Pater Markus erinnerte an die vor zwei Jahren gefällte Entscheidung, das Jugendhaus zu schließen, das er selbst acht Jahre lang "mit Herzblut" geleitet hatte. Kein Mitbruder war in Sicht, der das Haus mittelfristig hätte leiten können. Außerdem standen hohe Investitionen ins Haus. "Jetzt ist eine völlig neue Situation entstanden." Er habe zu Gott gebetet und um sein Mitwirken für eine künftige Nutzung des Hauses erbeten. Nun stehe man vor der Entscheidung, dieses Geschenk anzunehmen oder zu fliehen. Er ließ keinen Zweifel daran, dass er das Geschenk annehmen wird, auch wenn damit noch mehr Aufgaben auf ihn zukommen werden.
Ursula Hartmann, Flüchtlingsberaterin beim Caritas-Kreisverband Bad Kissingen, erinnerte daran, dass es in Münnerstadt schon seit vielen Jahren die Gemeinschaftsunterkunft gibt mit nur wenigen Problemen. Sich und ihre Mitarbeiter bezeichnete sie als "Mädchen für alles". Sie sprach den Anwesenden Mut zu, den Flüchtlingen zu helfen.
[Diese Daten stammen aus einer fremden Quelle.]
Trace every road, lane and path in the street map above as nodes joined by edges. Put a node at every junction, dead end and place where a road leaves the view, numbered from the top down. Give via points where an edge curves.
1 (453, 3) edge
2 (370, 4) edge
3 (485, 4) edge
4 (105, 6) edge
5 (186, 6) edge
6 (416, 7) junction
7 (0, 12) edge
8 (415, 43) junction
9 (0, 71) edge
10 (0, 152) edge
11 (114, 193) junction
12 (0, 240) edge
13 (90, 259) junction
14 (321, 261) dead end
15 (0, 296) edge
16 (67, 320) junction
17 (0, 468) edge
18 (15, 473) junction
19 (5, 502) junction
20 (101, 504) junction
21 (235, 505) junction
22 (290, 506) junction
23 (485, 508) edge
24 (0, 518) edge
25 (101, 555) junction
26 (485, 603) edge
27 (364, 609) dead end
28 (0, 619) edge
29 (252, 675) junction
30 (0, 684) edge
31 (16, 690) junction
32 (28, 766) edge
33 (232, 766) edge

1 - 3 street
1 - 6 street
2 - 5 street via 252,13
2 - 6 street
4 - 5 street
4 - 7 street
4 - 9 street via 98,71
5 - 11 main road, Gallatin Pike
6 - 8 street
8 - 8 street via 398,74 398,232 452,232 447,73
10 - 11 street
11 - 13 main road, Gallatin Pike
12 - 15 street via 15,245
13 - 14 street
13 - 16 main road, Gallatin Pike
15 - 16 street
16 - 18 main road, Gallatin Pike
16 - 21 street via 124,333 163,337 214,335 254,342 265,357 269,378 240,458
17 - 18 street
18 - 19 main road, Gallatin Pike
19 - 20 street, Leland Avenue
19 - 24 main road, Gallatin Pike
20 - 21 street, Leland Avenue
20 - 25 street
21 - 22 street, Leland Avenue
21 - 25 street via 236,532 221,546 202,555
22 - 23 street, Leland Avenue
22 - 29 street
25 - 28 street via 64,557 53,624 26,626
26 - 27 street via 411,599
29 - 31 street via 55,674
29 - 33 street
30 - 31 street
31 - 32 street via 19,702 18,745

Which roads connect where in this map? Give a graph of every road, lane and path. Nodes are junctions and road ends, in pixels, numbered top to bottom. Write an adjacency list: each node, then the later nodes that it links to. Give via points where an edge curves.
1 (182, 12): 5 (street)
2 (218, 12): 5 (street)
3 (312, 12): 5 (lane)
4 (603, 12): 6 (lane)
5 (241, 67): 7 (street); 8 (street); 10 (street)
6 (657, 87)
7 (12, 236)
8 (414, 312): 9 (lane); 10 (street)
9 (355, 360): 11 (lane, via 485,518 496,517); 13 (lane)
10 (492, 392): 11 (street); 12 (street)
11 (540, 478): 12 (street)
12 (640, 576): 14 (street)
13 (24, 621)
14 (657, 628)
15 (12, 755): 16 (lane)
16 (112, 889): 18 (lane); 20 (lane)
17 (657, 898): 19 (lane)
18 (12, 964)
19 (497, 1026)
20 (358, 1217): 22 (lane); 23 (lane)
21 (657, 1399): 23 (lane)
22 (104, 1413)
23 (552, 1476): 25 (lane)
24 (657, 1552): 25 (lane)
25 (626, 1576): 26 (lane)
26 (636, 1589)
Joachim Spies, Vorstand bei der evangelischen Kirchengemeinde Münnerstadt, meinte: "Helfen ist gut, aber es muss auch eine gewisse Struktur haben." Wichtig sei, dass sich ein Helferkreis bildet, der sich unter anderem aus den beiden Kirchengemeinden, der Kommune und den Vereinen bildet. Hilfe zu geben sei die erste Stufe der Integration. Ausdrücklich schloss er die Stadtteile mit ein.


Noch mehr Informationen

Bei der Diskussion kündigten mehrere Besucher an, dass sie Hilfe leisten wollen. Es wurde aber auch mit Vorurteilen aufgeräumt. Als Schlüssel zu den Flüchtlingsfamilien nannte Eva Peteler deren Frauen. Vor allem die Syrier seien unserer Kultur viel näher als man annehme. Sie erklärte auch, dass so viele junge Männer flüchten, weil sie sonst vom Assad-Regime zum Kriegsdienst eingezogen werden.
Eine Anmerkung von Rainer Kirch, dass der Umbau für die Augustiner angesichts der Mietlaufzeit wohl nicht rentierlich sei, begegnete Bruder Peter Reinl mit der Bemerkung, dass es hier nicht um Rentierlichkeit gehe. "Auch wenn es mit einem Minus endet, ist das Geld wahrscheinlich gut investiert." Der Leiter der Polizeiinspektion Bad Kissingen, Stefan Haschke, bestätigte, dass es mit Flüchtlingen nicht mehr Probleme gibt als mit anderen Personen.